エアコンのフィルターが埃で詰まっている状態だと、エアコンの動作が悪くなり、同じ温度にする場合でも消費電力が多くなってしまいます。実は、エアコンのフィルターをこまめに掃除するだけでも4%もの電気代を節約できるといわれており、フィルターの汚れは決して軽くみてはいけないものといえます。

ほぼ毎日エアコンを使うことになる夏場。エアコンのフィルターは2週間に1回くらいの間隔で掃除するようにしましょう。

2. 室外機の前に障害物を置かないようにする

意外に思われるかもしれませんが、エアコンの室外機はエアコンの省エネと密接に関わっています。室外機の吹き出し口の前に障害物があり、排気した熱がこもりやすくなると、その熱い空気を室外機が吸い込んで冷房効率が下がる「ショートサーキット」という現象が発生し、冷房効率が下がってしまうのです。
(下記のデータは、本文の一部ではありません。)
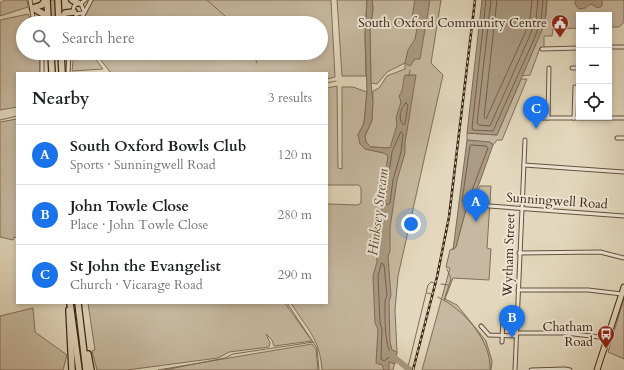 <!DOCTYPE html>
<html lang="en">
<head>
<meta charset="utf-8">
<style>
	body { margin:0; font-family:Cardo,serif; background:#f6f6f6; color:#202124 }
	.controls { position:absolute; right:12px; top:12px; display:grid; overflow:hidden; border-radius:0px; box-shadow:0 2px 6px #0003 }
	.controls button { width:36px; height:36px; display:grid; place-items:center; padding:0; border:0; border-bottom:1px solid #e0e0e0; background:#fff; color:#202124; font:20px sans-serif }
	.you { position:absolute; left:411px; top:224px; width:14px; height:14px; margin:-10px; border:3px solid #fff; border-radius:50%; background:#1a73e8; box-shadow:0 0 0 6px #1a73e833 }
	.badge { display:grid; place-items:center; width:26px; height:26px; border-radius:50%; background:#1a73e8; color:#fff; font-size:13px; font-weight:700 }
	.pin { position:absolute; translate:-50% -33px; filter:drop-shadow(0 1px 2px #0008) }
	.pin::after { content:''; position:absolute; top:21px; width:14px; height:12px; background:inherit; clip-path:polygon(0 0,100% 0,50% 100%) }
	.list { margin:0; padding:0; list-style:none }
	h2 { display:flex; justify-content:space-between; align-items:center; height:52px; margin:0; padding:0 16px; font-size:17px }
	h2 small { font-size:13px; font-weight:400; color:#757577 }
	.list li { display:grid; grid-template-columns:26px 1fr auto; gap:12px; align-items:center; box-sizing:border-box; height:60px; padding:0 16px; border-top:1px solid #e0e0e0 }
	.list b { display:block; font-size:15px; white-space:nowrap }
	.list p { margin:0; font-size:13px; white-space:nowrap; color:#757577 }
	.list em { font-size:13px; font-style:normal; color:#757577 }
	.icon { flex:none; width:22px; height:22px; fill:none; stroke:currentColor; stroke-width:2; stroke-linecap:round; stroke-linejoin:round }
	.map { position:relative; flex:none; width:624px; height:370px; overflow:hidden }
	.search { position:absolute; background:#fff; box-shadow:0 2px 6px #0003; left:16px; top:16px; width:312px; height:44px; display:flex; align-items:center; gap:10px; box-sizing:border-box; padding:0 14px; border-radius:22px; color:#757577; font-size:15px }
	.panel { position:absolute; background:#fff; box-shadow:0 2px 6px #0003; left:16px; top:72px; width:312px; height:232px; border-radius:0px }
	.map>svg:first-child { display:block }
	.green { fill:#c7b9a1; stroke:#826e5a }
	.water { fill:#ab9a84; stroke:#7f6a57 }
	.lines { fill:none; stroke-linecap:round; stroke-linejoin:round }
	.shore { stroke:#745e4c; stroke-width:1 }
	.stream { stroke:#7f6a57; stroke-width:1 }
	.river { stroke:#ab9a84; stroke-width:6 }
	.street-casing { stroke:#66503e; stroke-width:5 }
	.primary-casing { stroke:#3d2313; stroke-width:7 }
	.highway-casing { stroke:#3d2313; stroke-width:8 }
	.street { stroke:#ede6d5; stroke-width:3 }
	.primary { stroke:#e3d8be; stroke-width:5 }
	.highway { stroke:#e3d8be; stroke-width:5.5 }
	.rail-casing { stroke:#3d2313; stroke-width:2.5 }
	.rail { stroke:#ede6d5; stroke-width:1; stroke-dasharray:3; stroke-linecap:butt }
	.labels { text-anchor:middle; dominant-baseline:central; stroke-width:4; stroke-linejoin:round; paint-order:stroke }
	.poi-label { font-size:13px; fill:#3d2313; stroke:#ede6d5; text-anchor:end }
	.street-label { font-size:13px; fill:#3d2313; stroke:#ede6d5 }
	.water-label { font-size:14px; font-style:italic; fill:#5e4735; stroke:#ede6d5 }
</style>
</head>
<body>
<div class="map">
<svg width="624" height="370" viewBox="0 0 624 370">
	<rect width="100%" height="100%" fill="#e3d8be"/>
	<filter id="stains"><feTurbulence type="fractalNoise" baseFrequency=".005" numOctaves="4"/><feColorMatrix values="0 0 0 0 .2 0 0 0 0 .09 0 0 0 0 .02 0 0 0 .5 -.17"/></filter>
	<radialGradient id="worn" r=".72"><stop offset=".6" stop-color="#630" stop-opacity="0"/><stop offset="1" stop-color="#630" stop-opacity=".3"/></radialGradient>
	<g class="green">
		<path d="M5,0H27L28,7L0,16V3Z"/>
		<path d="M49,0H55L57,23H51Z"/>
		<path d="M92,0H331L335,77L327,79V73H111L95,53H321V23H81Z"/>
		<path d="M337,0H367L365,36L366,76H342Z"/>
		<path d="M372,0H441L431,63L443,75L398,276L395,310L397,352L393,370H322C320,338 306,328 291,303H327V204L358,205L361,203V188L359,185H327V88L337,86L338,168L342,169V87H353L367,92L364,123L358,135L365,149L384,153L390,148L371,147L366,142L365,136L372,120L373,91L379,88L387,76L405,69V63L387,72L377,84L371,83L370,31L373,9Z"/>
		<path d="M547,0H624V22L619,27H609V15H579V28L553,29L552,36H544V48H540L530,75L522,76L546,15Z"/>
		<path d="M28,14L32,23H23V53H40V73H17V107L0,110V20Z"/>
		<path d="M74,53H91L103,69L72,71Z"/>
		<path d="M521,79H527L502,140H497L493,145L492,143L467,140V133L497,135Z"/>
		<path d="M17,119V238L14,237L13,240L0,237V122Z"/>
		<path d="M480,186H491L487,248L491,249L489,280L453,278L445,299L457,305L486,341L492,361L491,370H422L450,268L446,267L450,250L456,247L466,209L471,202H473Z"/>
		<path d="M624,298V359L608,352Z"/>
		<path d="M88,303H285L312,341L274,346L272,340L266,334L270,343L269,347L229,352L218,358L127,370H97L92,351L95,350Z"/>
		<path d="M33,308L35,332L67,355L63,370H0V316Z"/>
		<path d="M312,344L316,349L318,370H158Z"/>
	</g>
	<g class="water">
		<path d="M367,0H372L373,9L370,31L371,83L373,102L372,120L365,136L366,142L371,147L390,148L397,125L396,118L401,102L399,96C404,90 402,83 405,75H416L405,143V153L397,180L390,228V251L388,257L391,296L389,301L390,342L392,350L397,352L395,364L389,362V370H384L382,365L376,363L378,329L375,323L373,276L377,262L375,232L380,237L382,228L378,225L379,220L382,216L381,201L388,156L384,153L365,149L360,144L358,135L364,123L367,92L365,36Z"/>
		<path d="M415,0H430L420,59H415L410,66L405,63L408,50L415,39L419,18L417,16L413,23H411Z"/>
		<path d="M482,0H547L545,21L542,30L497,135L467,133Z"/>
		<path d="M575,0H602V6L598,8L591,4L585,8L579,9L575,4Z"/>
		<path d="M467,140L490,142L493,145L475,195L466,209L456,247L453,250Z"/>
	</g>
	<g class="lines">
		<g class="shore">
			<path d="M486,0L472,128L473,130L493,131L535,37L541,20L543,0"/>
			<path d="M491,0L477,123L479,125L490,126L530,35L536,19L538,0"/>
			<path d="M497,0L484,117L486,119L525,33L530,18L532,0"/>
			<path d="M406,103L408,105L405,124L403,125C398,119 400,108 406,103Z"/>
			<path d="M401,132L403,134L401,152L393,180L390,203L387,205L385,201L392,152Z"/>
			<path d="M472,145L486,146L488,148L471,193L464,203L462,201L470,146Z"/>
			<path d="M382,263L384,265L387,295L385,301C385,314 384,346 392,355L384,361L381,359L382,329L380,323L378,276Z"/>
		</g>
		<g class="stream">
			<path d="M207,0L233,23"/>
			<path d="M253,53L257,63"/>
			<path d="M409,76L410,70"/>
			<path d="M327,83L336,81"/>
			<path d="M0,120L17,116"/>
			<path d="M441,284L448,285"/>
			<path d="M427,293L431,294"/>
			<path d="M438,297C463,309 492,340 490,370"/>
			<path d="M444,300L451,279L447,269"/>
			<path d="M287,303L317,348L319,370"/>
			<path d="M408,367L428,285L431,282L434,283"/>
			<path d="M164,370L225,358L233,354L314,342"/>
		</g>
		<path class="river" d="M390,354L410,370"/>
		<g class="street-casing">
			<g id="street">
				<path d="M30,0L34,23"/>
				<path d="M80,4L85,0"/>
				<path d="M82,13L76,14L73,11L74,6L78,3L81,4L84,11"/>
				<path d="M76,14V23"/>
				<path d="M79,23L91,0"/>
				<path d="M609,47H624"/>
				<path d="M542,49L579,48"/>
				<path d="M42,53V73"/>
				<path d="M572,68H579"/>
				<path d="M68,73L69,53"/>
				<path d="M531,118H624"/>
				<path d="M548,118L549,68"/>
				<path d="M574,118L575,87"/>
				<path d="M617,138H624"/>
				<path d="M524,165L624,172"/>
				<path d="M489,206L624,216"/>
				<path d="M519,253L600,252L624,258"/>
				<path d="M518,290H588L622,294"/>
				<path d="M481,326L489,335L516,336"/>
				<path d="M516,333H565L608,338"/>
				<path d="M502,342L503,317"/>
				<path d="M515,370L525,140"/>
				<path d="M531,370L565,369L570,370"/>
			</g>
		</g>
		<g class="primary-casing">
			<path id="primary" d="M597,370L624,287"/>
		</g>
		<g class="highway-casing">
			<g id="highway">
				<path d="M47,0L48,19"/>
				<path d="M58,0L59,23"/>
				<path d="M72,0L78,3"/>
				<path d="M33,8L45,15L48,23"/>
				<path d="M33,8L42,5L45,0"/>
				<path d="M63,23V17L65,13L74,12"/>
				<path d="M51,53L52,73"/>
				<path d="M61,53L62,73"/>
				<path d="M70,303L79,370"/>
				<path d="M78,303L86,370"/>
				<path d="M69,310L72,370"/>
				<path d="M88,354L91,370"/>
			</g>
		</g>
		<use href="#street" class="street"/>
		<use href="#primary" class="primary"/>
		<use href="#highway" class="highway"/>
		<g class="rail-casing">
			<path id="rail" d="M413,370L437,277L449,217L475,0"/>
		</g>
		<use href="#rail" class="rail"/>
	</g>
	<defs>
		<g id="civic-pin" transform="scale(0.9)"><path d="M0 17L-7.5 6A9.5 9.5 0 1 1 7.5 6Z" fill="#8f2418" stroke="#ede6d5"/><path d="M-.6-6.5H3V-4.5H.6V-3L4-1V1h2V6H-6V1h2V-1L-.6-3ZM-1.2 2.5V6h2.4V2.5Z" fill="#fff"/></g>
		<g id="bus-pin" transform="scale(0.9)"><path d="M0 17L-7.5 6A9.5 9.5 0 1 1 7.5 6Z" fill="#8f2418" stroke="#ede6d5"/><path d="M-5-6H5V4H4V6H2V4H-2V6H-4V4H-5ZM-3.5-4V0h7V-4ZM-3.5 1.2v1.5H-2V1.2ZM2 1.2v1.5H3.5V1.2Z" fill="#fff"/></g>
	</defs>
	<g fill-rule="evenodd">
		<use href="#civic-pin" x="560" y="23"/>
		<use href="#bus-pin" x="606" y="334"/>
	</g>
	<g class="labels">
		<g class="poi-label">
			<text x="547" y="23">South Oxford Community Centre</text>
			<text x="593" y="327">Chatham<tspan x="593" dy="15">Road</tspan></text>
		</g>
		<g class="street-label">
			<text transform="translate(557 201) rotate(4)">Sunningwell Road</text>
			<text transform="translate(509 255) rotate(-88)">Wytham Street</text>
		</g>
		<g class="water-label">
			<text transform="translate(378 212) rotate(-83)">Hinksey Stream</text>
		</g>
	</g>
	<rect width="100%" height="100%" filter="url(#stains)"/>
	<rect width="100%" height="100%" fill="url(#worn)"/>
</svg>
<div class="controls">
<button>+</button>
<button>−</button>
<button><svg class="icon" aria-label="locate" viewBox="0 0 24 24"><circle cx="12" cy="12" r="6"/><path d="M12 2v4M12 18v4M2 12h4M18 12h4"/></svg></button>
</div>
<div class="you"></div>
<div class="pin badge" style="left:476px;top:222px">A</div>
<div class="pin badge" style="left:512px;top:338px">B</div>
<div class="pin badge" style="left:536px;top:129px">C</div>
<div class="search"><svg class="icon" aria-label="search" viewBox="0 0 24 24"><circle cx="10" cy="10" r="6"/><path d="M15 15l6 6"/></svg>Search here</div>
<section class="panel">
<h2>Nearby<small>3 results</small></h2>
<ul class="list">
<li><span class="badge">A</span><div><b>South Oxford Bowls Club</b><p>Sports · Sunningwell Road</p></div><em>120 m</em></li>
<li><span class="badge">B</span><div><b>John Towle Close</b><p>Place · John Towle Close</p></div><em>280 m</em></li>
<li><span class="badge">C</span><div><b>St John the Evangelist</b><p>Church · Vicarage Road</p></div><em>290 m</em></li>
</ul>
</section>
</div>
</body>
</html>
エアコンの室外機の前には極力何も置かず、風の通り道を作ってお部屋の熱気がうまく外に逃げるようにしておきましょう。

エアコンの「室外機」の環境を工夫して省エネする方法はこちら

3. 窓やドアを開けっぱなしにしない

これは多くの方がすでに実践している方法かもしれませんが、エアコンでお部屋を冷房しているときには部屋の窓やドアを開けっぱなしにしないように注意しましょう。

2年ほど前からのコロナ禍の影響で、大勢の人が集まる施設などでは常に換気をするのは常識となっていますが、家に自分や家族だけがいるという状況では、換気の時間以外は窓やドアなどを閉め、冷気の流出を抑えましょう。
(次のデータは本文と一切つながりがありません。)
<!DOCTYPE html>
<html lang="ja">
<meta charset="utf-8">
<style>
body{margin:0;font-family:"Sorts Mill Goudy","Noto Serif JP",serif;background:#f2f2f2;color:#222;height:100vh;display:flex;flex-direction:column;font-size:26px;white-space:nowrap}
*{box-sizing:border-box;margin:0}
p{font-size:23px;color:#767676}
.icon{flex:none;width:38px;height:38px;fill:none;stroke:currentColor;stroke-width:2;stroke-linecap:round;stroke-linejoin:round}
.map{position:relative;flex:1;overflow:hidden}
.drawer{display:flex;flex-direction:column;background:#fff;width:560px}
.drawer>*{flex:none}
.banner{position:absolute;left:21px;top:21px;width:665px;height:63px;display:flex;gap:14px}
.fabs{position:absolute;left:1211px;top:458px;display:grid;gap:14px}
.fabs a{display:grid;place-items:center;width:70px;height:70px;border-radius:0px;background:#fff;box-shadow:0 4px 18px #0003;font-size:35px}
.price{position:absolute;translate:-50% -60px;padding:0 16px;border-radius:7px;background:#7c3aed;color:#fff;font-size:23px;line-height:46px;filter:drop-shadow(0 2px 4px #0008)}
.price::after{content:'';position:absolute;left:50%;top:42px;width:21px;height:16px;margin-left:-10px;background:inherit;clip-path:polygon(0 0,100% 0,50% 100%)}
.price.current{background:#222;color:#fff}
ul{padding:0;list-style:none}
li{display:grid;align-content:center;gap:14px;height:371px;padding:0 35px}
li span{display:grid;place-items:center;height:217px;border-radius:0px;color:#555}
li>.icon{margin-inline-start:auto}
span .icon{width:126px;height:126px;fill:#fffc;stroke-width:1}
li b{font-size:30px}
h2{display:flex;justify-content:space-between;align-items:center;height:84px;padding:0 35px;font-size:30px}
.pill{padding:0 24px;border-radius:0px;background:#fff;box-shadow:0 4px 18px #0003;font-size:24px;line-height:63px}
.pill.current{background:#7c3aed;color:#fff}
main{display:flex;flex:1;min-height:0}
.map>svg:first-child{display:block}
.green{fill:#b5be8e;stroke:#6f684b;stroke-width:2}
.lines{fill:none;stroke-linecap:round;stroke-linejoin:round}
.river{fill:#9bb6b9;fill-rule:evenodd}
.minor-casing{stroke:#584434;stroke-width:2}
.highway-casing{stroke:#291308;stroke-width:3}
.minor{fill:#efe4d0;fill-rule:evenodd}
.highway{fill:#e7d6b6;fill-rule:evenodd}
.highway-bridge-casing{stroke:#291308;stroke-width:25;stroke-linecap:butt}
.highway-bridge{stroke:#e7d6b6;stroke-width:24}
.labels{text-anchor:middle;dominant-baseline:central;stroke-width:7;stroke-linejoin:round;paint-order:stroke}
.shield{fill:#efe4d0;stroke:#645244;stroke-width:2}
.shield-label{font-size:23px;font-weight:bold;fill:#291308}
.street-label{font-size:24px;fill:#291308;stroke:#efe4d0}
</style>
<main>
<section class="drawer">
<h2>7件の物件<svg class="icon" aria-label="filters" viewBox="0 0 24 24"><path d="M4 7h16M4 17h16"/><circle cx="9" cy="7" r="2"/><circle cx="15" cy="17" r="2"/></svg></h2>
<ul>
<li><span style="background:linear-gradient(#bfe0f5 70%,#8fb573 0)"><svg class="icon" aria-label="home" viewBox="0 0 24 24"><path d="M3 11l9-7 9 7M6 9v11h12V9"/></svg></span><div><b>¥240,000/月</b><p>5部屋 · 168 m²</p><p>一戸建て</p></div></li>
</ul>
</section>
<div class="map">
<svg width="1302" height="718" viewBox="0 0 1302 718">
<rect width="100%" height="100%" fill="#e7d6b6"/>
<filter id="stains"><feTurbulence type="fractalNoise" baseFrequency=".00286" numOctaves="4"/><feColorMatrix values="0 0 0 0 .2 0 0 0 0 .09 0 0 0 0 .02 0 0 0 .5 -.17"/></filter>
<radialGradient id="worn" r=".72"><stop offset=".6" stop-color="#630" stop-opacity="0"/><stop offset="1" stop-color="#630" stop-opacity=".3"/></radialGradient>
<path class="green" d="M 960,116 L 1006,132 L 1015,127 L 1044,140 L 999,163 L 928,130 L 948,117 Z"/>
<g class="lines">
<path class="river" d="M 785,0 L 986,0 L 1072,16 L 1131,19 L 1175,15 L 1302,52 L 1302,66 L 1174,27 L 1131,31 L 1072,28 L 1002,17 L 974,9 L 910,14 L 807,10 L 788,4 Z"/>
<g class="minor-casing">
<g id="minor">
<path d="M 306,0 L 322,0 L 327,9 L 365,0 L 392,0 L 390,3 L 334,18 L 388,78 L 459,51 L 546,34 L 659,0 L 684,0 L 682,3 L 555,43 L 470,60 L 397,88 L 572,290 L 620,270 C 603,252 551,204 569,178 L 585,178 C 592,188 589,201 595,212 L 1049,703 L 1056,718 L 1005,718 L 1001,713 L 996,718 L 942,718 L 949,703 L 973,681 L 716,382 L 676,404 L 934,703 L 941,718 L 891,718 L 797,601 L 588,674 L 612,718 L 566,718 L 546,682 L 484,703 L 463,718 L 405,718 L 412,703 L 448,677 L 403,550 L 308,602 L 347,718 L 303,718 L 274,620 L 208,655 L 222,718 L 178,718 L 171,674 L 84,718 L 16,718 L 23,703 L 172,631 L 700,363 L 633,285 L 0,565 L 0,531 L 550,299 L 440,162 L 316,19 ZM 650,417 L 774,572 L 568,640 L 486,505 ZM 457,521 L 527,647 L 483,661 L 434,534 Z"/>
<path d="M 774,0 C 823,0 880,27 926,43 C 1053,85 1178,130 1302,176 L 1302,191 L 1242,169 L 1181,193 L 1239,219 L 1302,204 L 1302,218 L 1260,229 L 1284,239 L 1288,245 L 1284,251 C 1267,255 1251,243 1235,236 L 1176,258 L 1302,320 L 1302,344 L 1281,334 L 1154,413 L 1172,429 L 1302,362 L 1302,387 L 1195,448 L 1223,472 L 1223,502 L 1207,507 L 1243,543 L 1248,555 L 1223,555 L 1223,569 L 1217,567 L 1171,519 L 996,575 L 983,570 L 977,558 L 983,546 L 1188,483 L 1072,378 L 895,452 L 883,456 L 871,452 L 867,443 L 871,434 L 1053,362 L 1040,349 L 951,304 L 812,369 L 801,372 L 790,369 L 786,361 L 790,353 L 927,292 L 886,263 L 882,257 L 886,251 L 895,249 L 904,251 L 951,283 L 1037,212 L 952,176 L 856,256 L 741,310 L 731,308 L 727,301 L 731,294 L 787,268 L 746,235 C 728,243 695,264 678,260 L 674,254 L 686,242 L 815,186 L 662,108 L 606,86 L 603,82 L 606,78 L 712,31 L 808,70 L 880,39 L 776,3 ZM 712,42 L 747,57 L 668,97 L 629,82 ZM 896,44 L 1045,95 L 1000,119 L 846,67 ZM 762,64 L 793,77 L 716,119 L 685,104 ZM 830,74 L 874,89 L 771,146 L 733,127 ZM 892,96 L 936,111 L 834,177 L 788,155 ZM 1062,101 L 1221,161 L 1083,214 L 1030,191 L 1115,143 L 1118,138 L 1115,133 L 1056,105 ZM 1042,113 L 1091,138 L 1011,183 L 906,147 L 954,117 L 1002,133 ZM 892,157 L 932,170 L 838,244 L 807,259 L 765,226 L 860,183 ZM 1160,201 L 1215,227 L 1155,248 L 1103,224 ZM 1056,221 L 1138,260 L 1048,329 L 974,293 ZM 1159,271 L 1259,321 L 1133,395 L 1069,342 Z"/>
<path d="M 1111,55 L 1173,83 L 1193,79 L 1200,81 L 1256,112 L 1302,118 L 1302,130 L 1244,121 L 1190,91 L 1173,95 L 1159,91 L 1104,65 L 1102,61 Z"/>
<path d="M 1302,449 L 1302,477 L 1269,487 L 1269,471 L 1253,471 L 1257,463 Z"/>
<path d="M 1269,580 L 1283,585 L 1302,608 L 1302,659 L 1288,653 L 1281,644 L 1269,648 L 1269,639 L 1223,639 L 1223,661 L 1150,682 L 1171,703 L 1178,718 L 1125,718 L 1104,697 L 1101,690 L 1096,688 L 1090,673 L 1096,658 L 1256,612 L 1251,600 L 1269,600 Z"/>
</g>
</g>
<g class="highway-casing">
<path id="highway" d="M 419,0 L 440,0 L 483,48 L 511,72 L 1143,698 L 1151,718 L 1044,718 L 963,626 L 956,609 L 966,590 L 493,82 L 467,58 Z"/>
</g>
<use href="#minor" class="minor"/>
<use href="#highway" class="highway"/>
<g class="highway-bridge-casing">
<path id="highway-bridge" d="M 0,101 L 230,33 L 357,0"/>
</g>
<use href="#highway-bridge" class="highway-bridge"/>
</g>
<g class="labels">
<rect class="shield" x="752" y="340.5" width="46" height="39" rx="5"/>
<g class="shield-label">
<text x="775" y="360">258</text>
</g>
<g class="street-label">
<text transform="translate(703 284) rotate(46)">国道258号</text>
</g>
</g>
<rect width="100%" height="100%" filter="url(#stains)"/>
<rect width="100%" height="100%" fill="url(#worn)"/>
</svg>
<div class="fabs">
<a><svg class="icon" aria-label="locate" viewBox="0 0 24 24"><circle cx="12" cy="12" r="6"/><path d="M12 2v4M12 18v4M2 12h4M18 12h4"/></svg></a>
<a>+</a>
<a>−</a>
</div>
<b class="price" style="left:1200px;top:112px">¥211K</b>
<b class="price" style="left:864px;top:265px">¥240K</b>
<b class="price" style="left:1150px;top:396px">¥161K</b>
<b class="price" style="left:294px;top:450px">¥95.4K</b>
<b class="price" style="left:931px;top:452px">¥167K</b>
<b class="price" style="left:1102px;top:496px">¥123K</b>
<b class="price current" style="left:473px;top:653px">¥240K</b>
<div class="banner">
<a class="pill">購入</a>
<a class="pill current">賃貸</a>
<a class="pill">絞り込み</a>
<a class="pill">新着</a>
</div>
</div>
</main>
エアコンのつけっぱなしは節電になるの?→時と場合による

「エアコンを外出時に切るよりも、つけっぱなしにしていた方が省エネになる」という話を聞いたことがある方も多いのではないでしょうか。実は、この「つけっぱなし」によって得られる省エネ効果は、時と場合によっては有効ですが、やり方を間違えると逆に電気代がかかってしまうこともあります。

エアコンを「つけっぱなし」にした方が省エネになる状況は、主に次の2つです。

・30分くらいの短い外出をする時
・外気温が暑すぎる

この記事でも取り上げた通り、エアコンは起動直後に室温を下げる際に最も電力を使います。そのため、30分程度の外出ならば、電源を切って再度入れるよりも、つけっぱなしの方が省エネになるのです。

また、外気温があまりにも暑すぎる時は、1時間を超える長時間の外出であってもつけっぱなしの方が省エネになることがあります。外気温があまりにも高いと、エアコンを切ると室温がかなり上がってしまうため、再度電源を入れてお部屋を冷やすよりも、実はつけっぱなしで室温を保っている方が消費電力が少なく済むのです。

猛暑日の続く中での節約は無理のない程度に

夏のエアコン使用による電気代の上昇は、毎年猛暑となる日本では避けることのできない問題になりつつあります。実際、40℃を超えるような日は、これまでの生活では考えられない暑さによって体調を崩す方もおられることでしょう。

省エネのためにさまざまな工夫をすることはもちろん大切ですが、節約にこだわりすぎて無理をするのではなく、あくまでも自分や家族の命と健康を第一にして夏を乗り切っていきましょう。